Teilchenphysik: Kalte Antimaterie heiß getrennt
Wozu braucht die Menschheit Antimaterie - abgesehen vom Warp-Antrieb, tödlichen Waffen und anderem Sciencefiction-Equipment? Sie will damit ernsthaft testen, ob die Welt im Kleinsten tatsächlich so aufgebaut ist, wie die aktuellen Modelle es behaupten. Doch dafür braucht man extrem kalte Anti-Atome.
Mit Antimaterie zu experimentieren ist aufwändig. Im Gegensatz zu Chemikalien, Bakterien oder Viren kann man Anti-Protonen und Positronen weder per Spezialkatalog bestellen, noch bequem in Döschen und Röhrchen verwahren oder gar mit einer Spedition verschicken. Nein, wer Antimaterie erforschen will, der muss direkt an den Produktionsort kommen und sich jeden Handgriff im Voraus sorgfältig überlegen, sonst ist das kostbare Gut verpufft, bevor es die Fragen des neugierigen Wissenschaftlers beantwortet hat.
Im Vakuum eines Teilchen-Entschleunigers drehen die Antiprotonen Runde um Runde und werden mit magnetischen und elektrischen Kräften langsam abgebremst. Schließlich ist ihre Geschwindigkeit nach einigen weiteren Tricks so gering, dass sie in einer elektromagnetischen Falle eingefangen werden können. Nun fügen die Wissenschaftler noch genügend Positronen hinzu – und fertig ist der Anti-Wasserstoff "Made in Switzerland", hergestellt in der "Antimaterie-Fabrik" am CERN.

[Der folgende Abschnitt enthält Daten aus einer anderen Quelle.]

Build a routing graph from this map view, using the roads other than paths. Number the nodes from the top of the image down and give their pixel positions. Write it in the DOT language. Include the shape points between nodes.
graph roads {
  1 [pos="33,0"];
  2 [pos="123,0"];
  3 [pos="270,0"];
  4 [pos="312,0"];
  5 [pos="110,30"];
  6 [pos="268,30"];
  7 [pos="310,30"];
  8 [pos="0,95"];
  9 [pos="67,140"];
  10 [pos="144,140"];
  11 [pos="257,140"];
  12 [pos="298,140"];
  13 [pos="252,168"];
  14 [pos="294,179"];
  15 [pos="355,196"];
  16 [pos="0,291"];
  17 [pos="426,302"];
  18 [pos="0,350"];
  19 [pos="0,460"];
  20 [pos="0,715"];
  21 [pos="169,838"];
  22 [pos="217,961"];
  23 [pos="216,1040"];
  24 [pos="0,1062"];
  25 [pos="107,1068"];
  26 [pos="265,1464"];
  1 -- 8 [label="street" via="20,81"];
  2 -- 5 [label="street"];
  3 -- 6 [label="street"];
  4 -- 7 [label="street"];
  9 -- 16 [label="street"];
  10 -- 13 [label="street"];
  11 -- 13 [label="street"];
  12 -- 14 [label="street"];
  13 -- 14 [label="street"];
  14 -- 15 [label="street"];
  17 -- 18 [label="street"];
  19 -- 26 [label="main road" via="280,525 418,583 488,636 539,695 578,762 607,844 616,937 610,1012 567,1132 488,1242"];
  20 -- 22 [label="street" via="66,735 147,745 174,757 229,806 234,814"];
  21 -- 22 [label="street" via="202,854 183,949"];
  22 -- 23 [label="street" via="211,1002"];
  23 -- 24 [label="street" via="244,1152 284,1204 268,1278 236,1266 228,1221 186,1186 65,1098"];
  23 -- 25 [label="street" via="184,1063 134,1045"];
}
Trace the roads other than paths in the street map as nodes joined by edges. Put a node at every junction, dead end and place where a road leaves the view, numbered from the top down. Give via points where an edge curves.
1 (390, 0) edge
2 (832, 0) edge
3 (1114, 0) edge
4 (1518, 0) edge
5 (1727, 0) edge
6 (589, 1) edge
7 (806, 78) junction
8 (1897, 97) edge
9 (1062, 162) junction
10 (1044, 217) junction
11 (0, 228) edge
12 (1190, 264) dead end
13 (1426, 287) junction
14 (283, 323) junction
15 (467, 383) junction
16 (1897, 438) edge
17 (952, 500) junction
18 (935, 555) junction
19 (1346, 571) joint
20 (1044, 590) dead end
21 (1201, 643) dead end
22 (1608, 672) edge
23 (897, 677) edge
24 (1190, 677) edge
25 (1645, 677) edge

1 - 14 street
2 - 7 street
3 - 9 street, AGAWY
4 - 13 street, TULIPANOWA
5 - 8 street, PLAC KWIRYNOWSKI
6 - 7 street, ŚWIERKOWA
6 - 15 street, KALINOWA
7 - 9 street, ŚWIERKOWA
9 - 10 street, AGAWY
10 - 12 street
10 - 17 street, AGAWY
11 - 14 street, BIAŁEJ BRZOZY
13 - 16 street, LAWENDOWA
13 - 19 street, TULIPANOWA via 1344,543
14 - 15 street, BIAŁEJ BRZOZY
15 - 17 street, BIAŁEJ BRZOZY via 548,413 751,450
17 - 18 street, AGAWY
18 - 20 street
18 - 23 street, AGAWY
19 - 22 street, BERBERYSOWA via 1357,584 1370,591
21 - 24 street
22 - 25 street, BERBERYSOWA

Die Produktion des Anti-Wasserstoffs ist dem internationalen Forscherteam unter der Leitung von Gerald Gabrielse von der Harvard-Universität bereits im Jahr 2002 gelungen. Etwa 170 000 Exemplare sind damals nach Schätzungen entstanden. Ohne Zweifel eine wissenschaftliche Meisterleistung, doch die Synthese der Antimaterie ist nicht der eigentliche Zweck ihrer Arbeit. Den Physikern geht es vielmehr darum, die Natur im Kleinsten zu verstehen – und dazu gehört die Frage, ob das Standard-Modell der Teilchenphysik die Welt korrekt beschreibt. Sollte dies der Fall sein, dann müssten Materie und Antimaterie sich völlig gleich verhalten, abgesehen von den vertauschten Ladungsvorzeichen natürlich.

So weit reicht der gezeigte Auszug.